Politics | The constitutional debate shows its teeth

When we were still talking about these things, the Canadian federal system was long accused of promoting duplication. Allowing Ottawa to arrive with its big clogs and use its spending power to create new programs in provincial jurisdictions.


In theory, a federal system allows regional governments – like Canadian provinces – to take initiatives that, if they work well, can become examples. A kind of healthy emulation between the partners of the federation.

In practice, however, the federal government has too often landed in provincial jurisdictions to create a national program, the same for everyone.

Minister Chrystia Freeland’s most recent budget is a good example. In defense of the minister, the new dental plan for children was a requirement of the New Democratic Party (NDP) to support the minority Liberal government until 2025.

But the NDP has always had a well-deserved reputation for not worrying too much about the provinces or the Constitution when it thinks it has a good idea. Historically, this has rather suited governments in Ottawa. And so much the worse for those who see even more centralization in it.

There are two problems with this dental plan. First, it will be very expensive. The Freeland budget provides $13 billion over five years, nearly double what was budgeted last year. Thereafter, the government estimates that it will cost it $4.4 billion annually.

Most importantly, free dental care programs for low-income families already exist in all provinces. All. It’s not as if the federal government has recently discovered a pressing need that the provinces have overlooked.
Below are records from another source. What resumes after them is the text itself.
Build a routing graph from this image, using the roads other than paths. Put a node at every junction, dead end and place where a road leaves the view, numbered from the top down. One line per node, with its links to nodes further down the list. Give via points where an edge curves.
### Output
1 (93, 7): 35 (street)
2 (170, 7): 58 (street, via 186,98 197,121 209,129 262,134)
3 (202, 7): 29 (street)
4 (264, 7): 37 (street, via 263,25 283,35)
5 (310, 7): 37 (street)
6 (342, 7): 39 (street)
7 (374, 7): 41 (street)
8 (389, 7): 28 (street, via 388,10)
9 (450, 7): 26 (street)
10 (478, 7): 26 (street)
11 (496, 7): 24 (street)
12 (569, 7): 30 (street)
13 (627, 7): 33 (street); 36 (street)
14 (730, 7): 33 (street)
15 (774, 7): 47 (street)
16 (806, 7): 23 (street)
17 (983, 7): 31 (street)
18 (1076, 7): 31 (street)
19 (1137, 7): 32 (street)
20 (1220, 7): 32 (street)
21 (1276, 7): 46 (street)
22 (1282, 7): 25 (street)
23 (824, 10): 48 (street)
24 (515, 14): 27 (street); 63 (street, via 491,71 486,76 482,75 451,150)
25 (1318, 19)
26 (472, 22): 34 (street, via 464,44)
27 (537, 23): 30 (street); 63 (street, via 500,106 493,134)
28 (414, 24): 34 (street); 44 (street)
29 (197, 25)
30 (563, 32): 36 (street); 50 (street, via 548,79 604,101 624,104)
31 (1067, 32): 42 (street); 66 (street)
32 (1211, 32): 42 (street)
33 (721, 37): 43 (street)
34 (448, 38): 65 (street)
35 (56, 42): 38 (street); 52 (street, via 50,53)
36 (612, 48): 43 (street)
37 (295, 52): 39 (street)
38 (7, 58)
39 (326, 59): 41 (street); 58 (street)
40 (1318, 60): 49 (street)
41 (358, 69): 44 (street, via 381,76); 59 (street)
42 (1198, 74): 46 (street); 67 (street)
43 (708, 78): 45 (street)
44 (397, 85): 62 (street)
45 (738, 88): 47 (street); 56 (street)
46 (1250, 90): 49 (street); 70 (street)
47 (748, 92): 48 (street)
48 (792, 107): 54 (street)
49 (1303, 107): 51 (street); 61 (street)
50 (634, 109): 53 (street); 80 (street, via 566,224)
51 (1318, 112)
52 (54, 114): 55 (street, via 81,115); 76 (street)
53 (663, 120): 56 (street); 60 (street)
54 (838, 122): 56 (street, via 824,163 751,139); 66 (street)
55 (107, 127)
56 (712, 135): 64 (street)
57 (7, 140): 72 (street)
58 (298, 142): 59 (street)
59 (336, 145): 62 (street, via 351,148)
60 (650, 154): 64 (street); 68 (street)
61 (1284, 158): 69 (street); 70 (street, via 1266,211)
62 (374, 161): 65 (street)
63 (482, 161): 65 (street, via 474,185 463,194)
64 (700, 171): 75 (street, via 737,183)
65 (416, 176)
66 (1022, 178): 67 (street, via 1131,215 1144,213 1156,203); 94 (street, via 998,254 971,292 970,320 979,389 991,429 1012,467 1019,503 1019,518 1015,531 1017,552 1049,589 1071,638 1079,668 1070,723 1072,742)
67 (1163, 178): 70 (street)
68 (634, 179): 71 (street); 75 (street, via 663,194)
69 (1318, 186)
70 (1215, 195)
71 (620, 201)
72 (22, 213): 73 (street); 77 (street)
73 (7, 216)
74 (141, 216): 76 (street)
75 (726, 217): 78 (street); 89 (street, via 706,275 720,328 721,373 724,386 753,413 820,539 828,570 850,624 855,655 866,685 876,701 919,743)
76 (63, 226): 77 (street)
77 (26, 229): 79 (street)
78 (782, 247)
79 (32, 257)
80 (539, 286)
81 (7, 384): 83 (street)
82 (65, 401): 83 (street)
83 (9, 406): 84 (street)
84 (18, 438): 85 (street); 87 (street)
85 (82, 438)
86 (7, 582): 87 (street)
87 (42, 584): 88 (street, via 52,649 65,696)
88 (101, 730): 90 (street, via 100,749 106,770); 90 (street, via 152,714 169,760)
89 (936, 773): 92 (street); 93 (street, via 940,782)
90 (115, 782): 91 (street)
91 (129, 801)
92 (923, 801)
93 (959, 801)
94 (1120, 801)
They have various and most often smiling names: Healthy Smiles in Ontario. Beautiful smiles, in French, in New Brunswick. Smiles Plus, in Manitoba, etc.

And there are regional differences. Thus, some provinces have dedicated dental clinics. The maximum age varies: 18 in New Brunswick, 17 in Ontario, 14 in Manitoba and 10 in Quebec, but for everyone, not just low-income families.
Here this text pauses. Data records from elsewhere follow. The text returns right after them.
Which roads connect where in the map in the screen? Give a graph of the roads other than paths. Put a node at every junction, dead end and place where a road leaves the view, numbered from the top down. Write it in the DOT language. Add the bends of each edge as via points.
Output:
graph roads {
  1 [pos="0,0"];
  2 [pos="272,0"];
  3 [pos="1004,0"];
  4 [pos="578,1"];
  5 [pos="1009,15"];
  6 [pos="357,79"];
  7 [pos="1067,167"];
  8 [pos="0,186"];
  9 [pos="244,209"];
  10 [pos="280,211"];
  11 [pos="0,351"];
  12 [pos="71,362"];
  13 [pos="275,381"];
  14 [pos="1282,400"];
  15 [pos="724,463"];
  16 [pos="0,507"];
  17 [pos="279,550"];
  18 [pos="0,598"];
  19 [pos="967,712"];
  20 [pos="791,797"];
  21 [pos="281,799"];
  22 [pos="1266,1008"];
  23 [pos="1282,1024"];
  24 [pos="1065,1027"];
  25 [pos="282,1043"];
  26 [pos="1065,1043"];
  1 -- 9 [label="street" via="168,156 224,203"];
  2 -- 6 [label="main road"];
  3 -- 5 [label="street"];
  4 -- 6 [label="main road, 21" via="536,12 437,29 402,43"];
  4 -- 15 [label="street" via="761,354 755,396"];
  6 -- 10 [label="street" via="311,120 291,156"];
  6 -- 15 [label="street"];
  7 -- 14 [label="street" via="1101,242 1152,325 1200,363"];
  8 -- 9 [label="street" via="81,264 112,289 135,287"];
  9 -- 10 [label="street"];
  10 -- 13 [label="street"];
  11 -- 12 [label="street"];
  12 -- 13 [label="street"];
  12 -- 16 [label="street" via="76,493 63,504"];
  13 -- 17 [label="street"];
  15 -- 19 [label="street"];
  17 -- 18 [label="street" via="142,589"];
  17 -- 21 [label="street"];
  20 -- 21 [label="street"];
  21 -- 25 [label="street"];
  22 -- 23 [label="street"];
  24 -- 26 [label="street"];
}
The three territories also have an embryonic program for young people, but their real problem is a serious shortage of dentists.

But what matters is that all Canadian provinces have a program. And that there is therefore no pressing need for the federal government to interfere in this provincial jurisdiction.

This is the very principle of a federal system. The central government can have objectives. But the Member States, who do the work on the ground, are best placed to judge the modalities.

We were therefore not surprised to see the Minister of Finance, Eric Girard, say that, for Quebec, dental care is not the priority and that the sums that Ottawa could provide should go into the health budget. “It is certain that before creating new programs, we must adequately fund those that we already have,” he said.

What is interesting is the very different way in which the two governments view the possibility of Quebec withdrawing from this federal program.

In Ottawa, Prime Minister Justin Trudeau says Quebec can administer the program well, but will have to offer the same coverage as the federal program. This would mean, among other things, extending coverage for children aged 10 to 12.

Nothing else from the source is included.